(Extracted information)
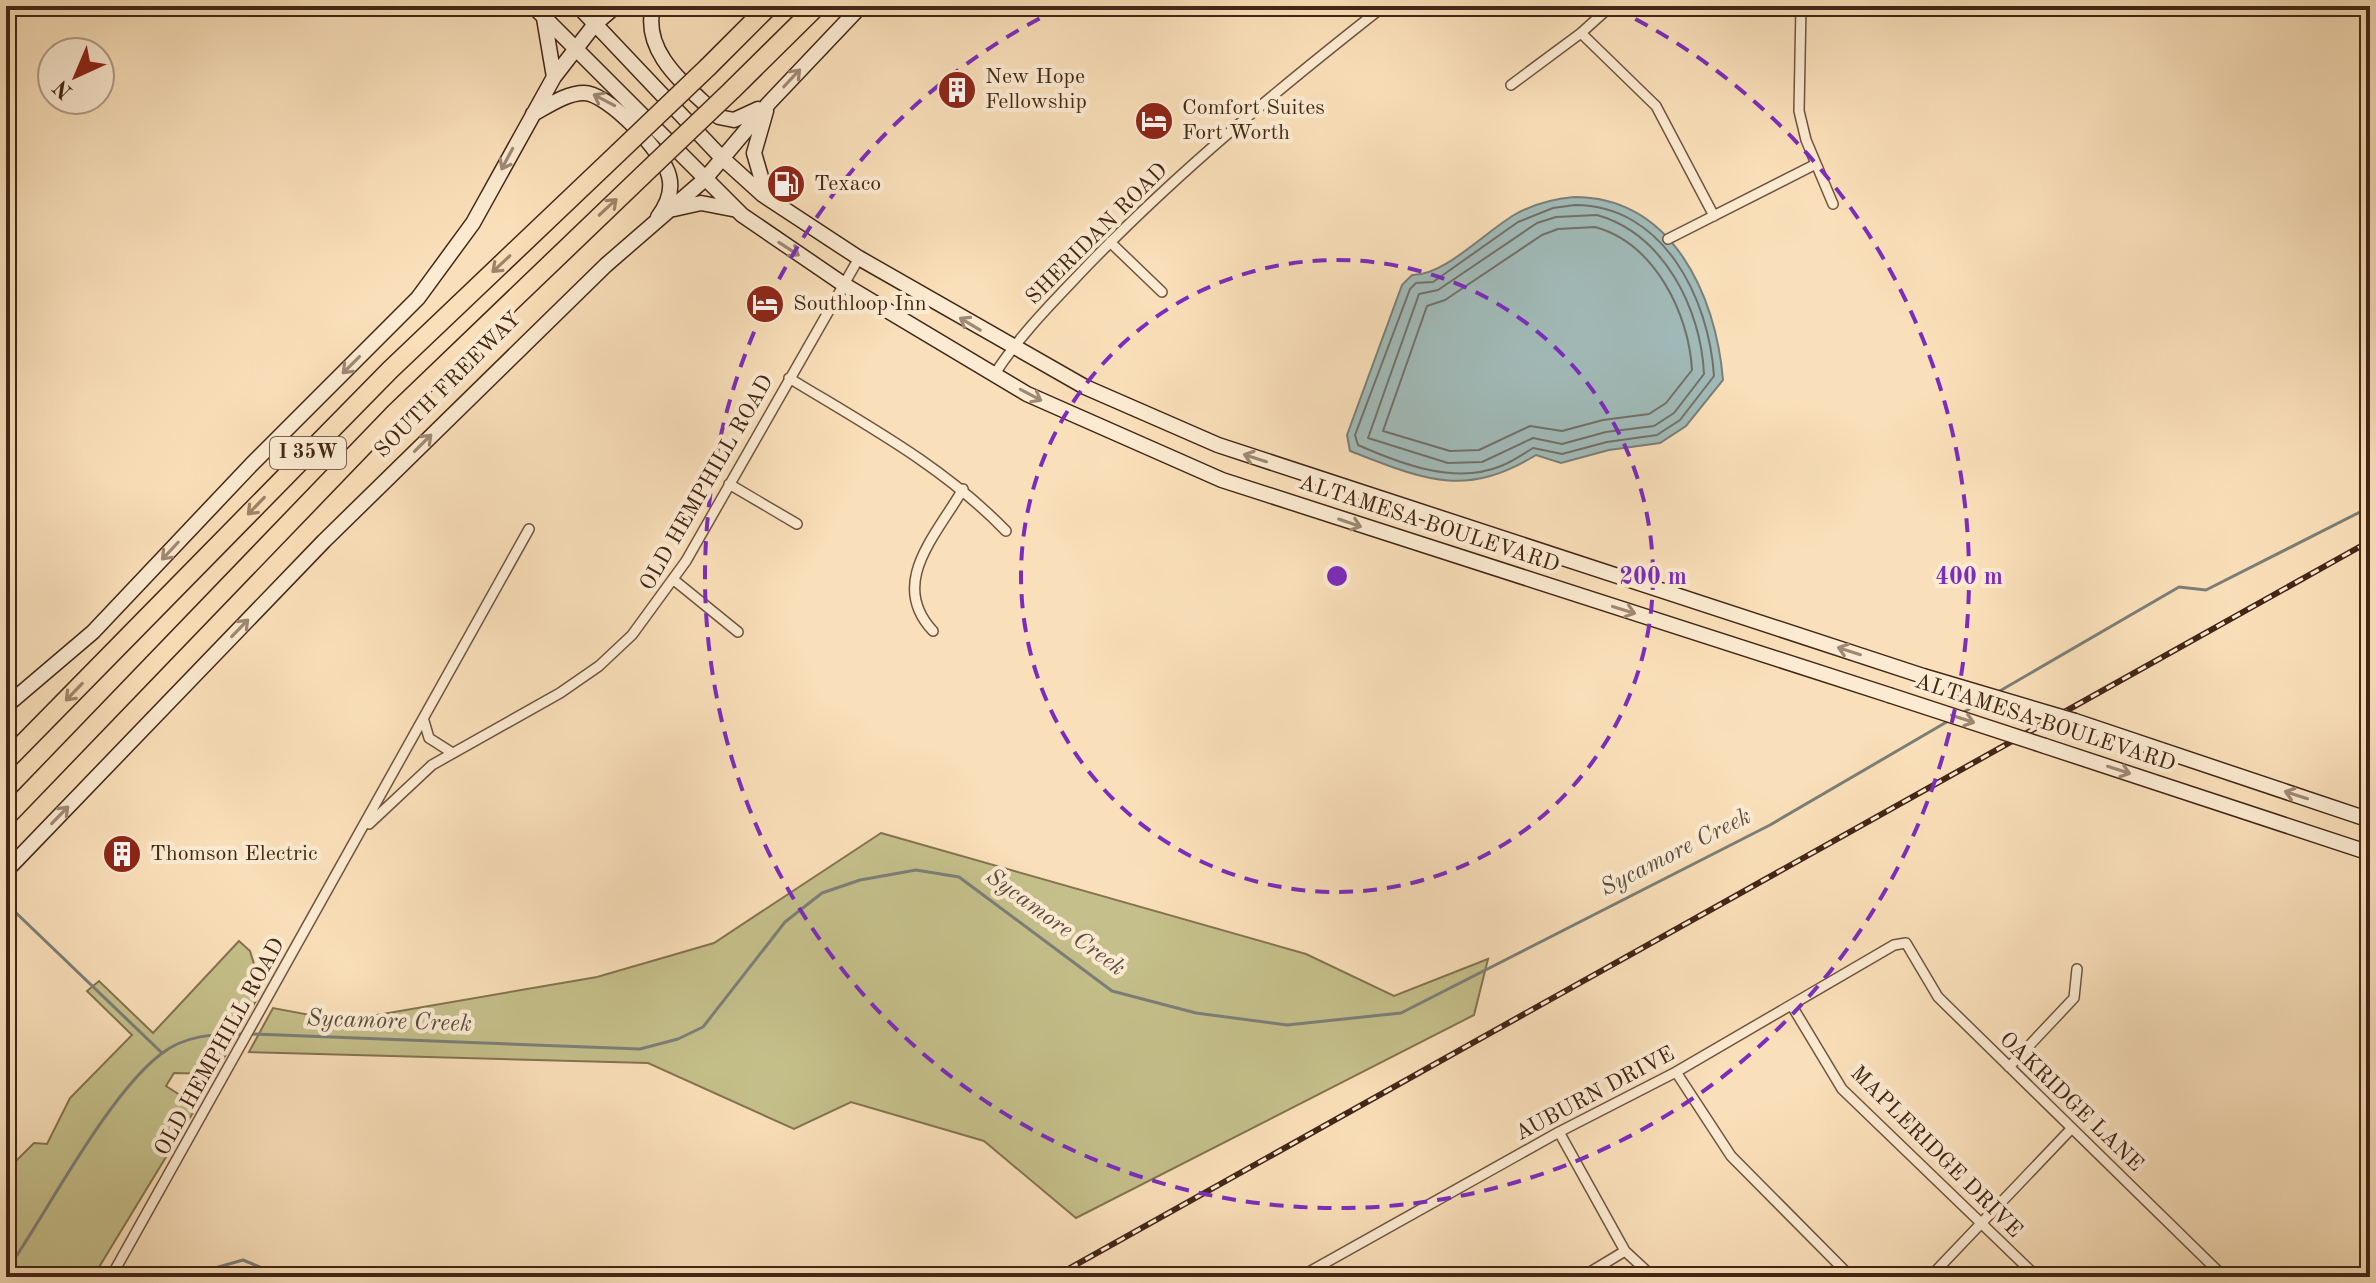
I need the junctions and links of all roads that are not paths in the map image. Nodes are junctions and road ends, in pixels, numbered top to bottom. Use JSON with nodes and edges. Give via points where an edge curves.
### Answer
{"nodes":[{"id":1,"x":533,"y":6,"type":"edge"},
{"id":2,"x":578,"y":6,"type":"edge"},
{"id":3,"x":616,"y":6,"type":"edge"},
{"id":4,"x":653,"y":6,"type":"edge"},
{"id":5,"x":769,"y":6,"type":"edge"},
{"id":6,"x":817,"y":6,"type":"edge"},
{"id":7,"x":861,"y":6,"type":"edge"},
{"id":8,"x":1384,"y":6,"type":"edge"},
{"id":9,"x":1611,"y":6,"type":"edge"},
{"id":10,"x":1801,"y":6,"type":"edge"},
{"id":11,"x":544,"y":17,"type":"junction"},
{"id":12,"x":595,"y":24,"type":"junction"},
{"id":13,"x":1581,"y":33,"type":"junction"},
{"id":14,"x":575,"y":47,"type":"junction"},
{"id":15,"x":554,"y":77,"type":"junction"},
{"id":16,"x":1511,"y":85,"type":"dead end"},
{"id":17,"x":769,"y":103,"type":"junction"},
{"id":18,"x":530,"y":116,"type":"junction"},
{"id":19,"x":721,"y":157,"type":"junction"},
{"id":20,"x":1816,"y":164,"type":"junction"},
{"id":21,"x":704,"y":180,"type":"junction"},
{"id":22,"x":769,"y":199,"type":"junction"},
{"id":23,"x":1833,"y":204,"type":"dead end"},
{"id":24,"x":670,"y":211,"type":"junction"},
{"id":25,"x":736,"y":211,"type":"junction"},
{"id":26,"x":1714,"y":216,"type":"junction"},
{"id":27,"x":648,"y":230,"type":"junction"},
{"id":28,"x":1668,"y":239,"type":"dead end"},
{"id":29,"x":1110,"y":242,"type":"junction"},
{"id":30,"x":859,"y":258,"type":"junction"},
{"id":31,"x":843,"y":284,"type":"junction"},
{"id":32,"x":1162,"y":292,"type":"dead end"},
{"id":33,"x":1011,"y":348,"type":"junction"},
{"id":34,"x":994,"y":375,"type":"junction"},
{"id":35,"x":789,"y":378,"type":"junction"},
{"id":36,"x":729,"y":484,"type":"junction"},
{"id":37,"x":963,"y":489,"type":"junction"},
{"id":38,"x":797,"y":524,"type":"dead end"},
{"id":39,"x":529,"y":529,"type":"dead end"},
{"id":40,"x":1006,"y":531,"type":"dead end"},
{"id":41,"x":674,"y":580,"type":"junction"},
{"id":42,"x":933,"y":631,"type":"dead end"},
{"id":43,"x":738,"y":632,"type":"dead end"},
{"id":44,"x":6,"y":706,"type":"edge"},
{"id":45,"x":424,"y":719,"type":"junction"},
{"id":46,"x":451,"y":752,"type":"junction"},
{"id":47,"x":6,"y":761,"type":"edge"},
{"id":48,"x":6,"y":817,"type":"edge"},
{"id":49,"x":2370,"y":820,"type":"edge"},
{"id":50,"x":359,"y":835,"type":"junction"},
{"id":51,"x":2370,"y":853,"type":"edge"},
{"id":52,"x":6,"y":871,"type":"edge"},
{"id":53,"x":1906,"y":943,"type":"joint"},
{"id":54,"x":2077,"y":969,"type":"dead end"},
{"id":55,"x":1792,"y":1006,"type":"junction"},
{"id":56,"x":2009,"y":1067,"type":"junction"},
{"id":57,"x":1676,"y":1072,"type":"junction"},
{"id":58,"x":2072,"y":1128,"type":"junction"},
{"id":59,"x":1559,"y":1132,"type":"junction"},
{"id":60,"x":1981,"y":1223,"type":"junction"},
{"id":61,"x":1625,"y":1251,"type":"junction"},
{"id":62,"x":114,"y":1273,"type":"edge"},
{"id":63,"x":1300,"y":1277,"type":"edge"},
{"id":64,"x":1582,"y":1277,"type":"edge"},
{"id":65,"x":1653,"y":1277,"type":"edge"},
{"id":66,"x":1851,"y":1277,"type":"edge"},
{"id":67,"x":1930,"y":1277,"type":"edge"},
{"id":68,"x":2037,"y":1277,"type":"edge"},
{"id":69,"x":2224,"y":1277,"type":"edge"}],
"edges":[{"from":1,"to":11,"type":"main road","name":"ALTAMESA BOULEVARD"},
{"from":2,"to":12,"type":"main road","name":"ALTAMESA BOULEVARD"},
{"from":3,"to":12,"type":"main road"},
{"from":4,"to":17,"type":"main road","via":[[652,34],[658,51],[719,117],[746,117]]},
{"from":5,"to":47,"type":"highway","number":"I 35W","one_way":true,"bridge":true,"via":[[390,370]]},
{"from":48,"to":6,"type":"highway","name":"SOUTH FREEWAY","number":"I 35W","one_way":true,"bridge":true,"via":[[395,413]]},
{"from":17,"to":7,"type":"main road","name":"SOUTH FREEWAY","one_way":true},
{"from":8,"to":29,"type":"street","name":"SHERIDAN ROAD","via":[[1222,140]]},
{"from":9,"to":13,"type":"street"},
{"from":10,"to":20,"type":"street","via":[[1797,95]]},
{"from":11,"to":14,"type":"main road","name":"ALTAMESA BOULEVARD"},
{"from":11,"to":15,"type":"main road"},
{"from":12,"to":14,"type":"main road"},
{"from":12,"to":19,"type":"main road","name":"ALTAMESA BOULEVARD"},
{"from":13,"to":16,"type":"street"},
{"from":13,"to":26,"type":"street","via":[[1656,106]]},
{"from":14,"to":15,"type":"main road"},
{"from":14,"to":21,"type":"main road","name":"ALTAMESA BOULEVARD"},
{"from":15,"to":18,"type":"main road"},
{"from":17,"to":19,"type":"main road","name":"SOUTH FREEWAY"},
{"from":17,"to":22,"type":"main road","via":[[754,153]]},
{"from":27,"to":18,"type":"main road","one_way":true,"via":[[667,203],[670,178],[616,107],[583,93]]},
{"from":18,"to":44,"type":"main road","one_way":true,"via":[[473,223],[418,298],[93,632]]},
{"from":19,"to":21,"type":"main road","name":"SOUTH FREEWAY"},
{"from":19,"to":22,"type":"main road","name":"ALTAMESA BOULEVARD"},
{"from":20,"to":23,"type":"street"},
{"from":20,"to":26,"type":"street"},
{"from":21,"to":24,"type":"main road","name":"SOUTH FREEWAY"},
{"from":21,"to":25,"type":"main road","name":"ALTAMESA BOULEVARD"},
{"from":22,"to":30,"type":"main road","name":"ALTAMESA BOULEVARD"},
{"from":24,"to":25,"type":"main road","via":[[701,203]]},
{"from":24,"to":27,"type":"main road","name":"SOUTH FREEWAY"},
{"from":25,"to":31,"type":"main road","name":"ALTAMESA BOULEVARD","one_way":true},
{"from":26,"to":28,"type":"street"},
{"from":52,"to":27,"type":"main road","name":"SOUTH FREEWAY","one_way":true,"via":[[324,541]]},
{"from":29,"to":32,"type":"street"},
{"from":29,"to":33,"type":"street","name":"SHERIDAN ROAD"},
{"from":30,"to":31,"type":"street","name":"OLD HEMPHILL ROAD"},
{"from":33,"to":30,"type":"main road","name":"ALTAMESA BOULEVARD","one_way":true},
{"from":31,"to":34,"type":"main road","name":"ALTAMESA BOULEVARD"},
{"from":31,"to":35,"type":"street","name":"OLD HEMPHILL ROAD"},
{"from":33,"to":34,"type":"street","name":"SHERIDAN ROAD"},
{"from":49,"to":33,"type":"main road","name":"ALTAMESA BOULEVARD","one_way":true,"bridge":true,"via":[[1218,445],[1130,409]]},
{"from":34,"to":51,"type":"main road","name":"ALTAMESA BOULEVARD","one_way":true,"bridge":true,"via":[[1071,416],[1222,480]]},
{"from":35,"to":36,"type":"street","name":"OLD HEMPHILL ROAD"},
{"from":35,"to":37,"type":"street"},
{"from":36,"to":38,"type":"street"},
{"from":36,"to":41,"type":"street","name":"OLD HEMPHILL ROAD"},
{"from":37,"to":40,"type":"street"},
{"from":37,"to":42,"type":"street","via":[[912,583],[916,609]]},
{"from":39,"to":45,"type":"street","name":"OLD HEMPHILL ROAD"},
{"from":41,"to":43,"type":"street"},
{"from":41,"to":46,"type":"street","name":"OLD HEMPHILL ROAD","via":[[632,635],[599,666]]},
{"from":45,"to":46,"type":"street","via":[[429,738]]},
{"from":45,"to":50,"type":"street","name":"OLD HEMPHILL ROAD"},
{"from":46,"to":50,"type":"street","name":"OLD HEMPHILL ROAD","via":[[404,788]]},
{"from":50,"to":62,"type":"street","name":"OLD HEMPHILL ROAD"},
{"from":53,"to":55,"type":"street","name":"AUBURN DRIVE","via":[[1894,945]]},
{"from":53,"to":56,"type":"street","name":"OAKRIDGE LANE","via":[[1938,997]]},
{"from":54,"to":56,"type":"street","via":[[2074,998]]},
{"from":55,"to":57,"type":"street","name":"AUBURN DRIVE"},
{"from":55,"to":60,"type":"street","name":"MAPLERIDGE DRIVE","via":[[1842,1089]]},
{"from":56,"to":58,"type":"street","name":"OAKRIDGE LANE"},
{"from":57,"to":59,"type":"street","name":"AUBURN DRIVE"},
{"from":57,"to":66,"type":"street","via":[[1731,1156]]},
{"from":58,"to":60,"type":"street"},
{"from":58,"to":69,"type":"street","name":"OAKRIDGE LANE"},
{"from":59,"to":61,"type":"street"},
{"from":59,"to":63,"type":"street","name":"AUBURN DRIVE"},
{"from":60,"to":67,"type":"street"},
{"from":60,"to":68,"type":"street","name":"MAPLERIDGE DRIVE"},
{"from":61,"to":64,"type":"street"},
{"from":61,"to":65,"type":"street"}]}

(Your objective)
Could you return all lines from the data above that contain the string "DRIVE"?

(Your response)
{"from":53,"to":55,"type":"street","name":"AUBURN DRIVE","via":[[1894,945]]},
{"from":55,"to":57,"type":"street","name":"AUBURN DRIVE"},
{"from":55,"to":60,"type":"street","name":"MAPLERIDGE DRIVE","via":[[1842,1089]]},
{"from":57,"to":59,"type":"street","name":"AUBURN DRIVE"},
{"from":59,"to":63,"type":"street","name":"AUBURN DRIVE"},
{"from":60,"to":68,"type":"street","name":"MAPLERIDGE DRIVE"},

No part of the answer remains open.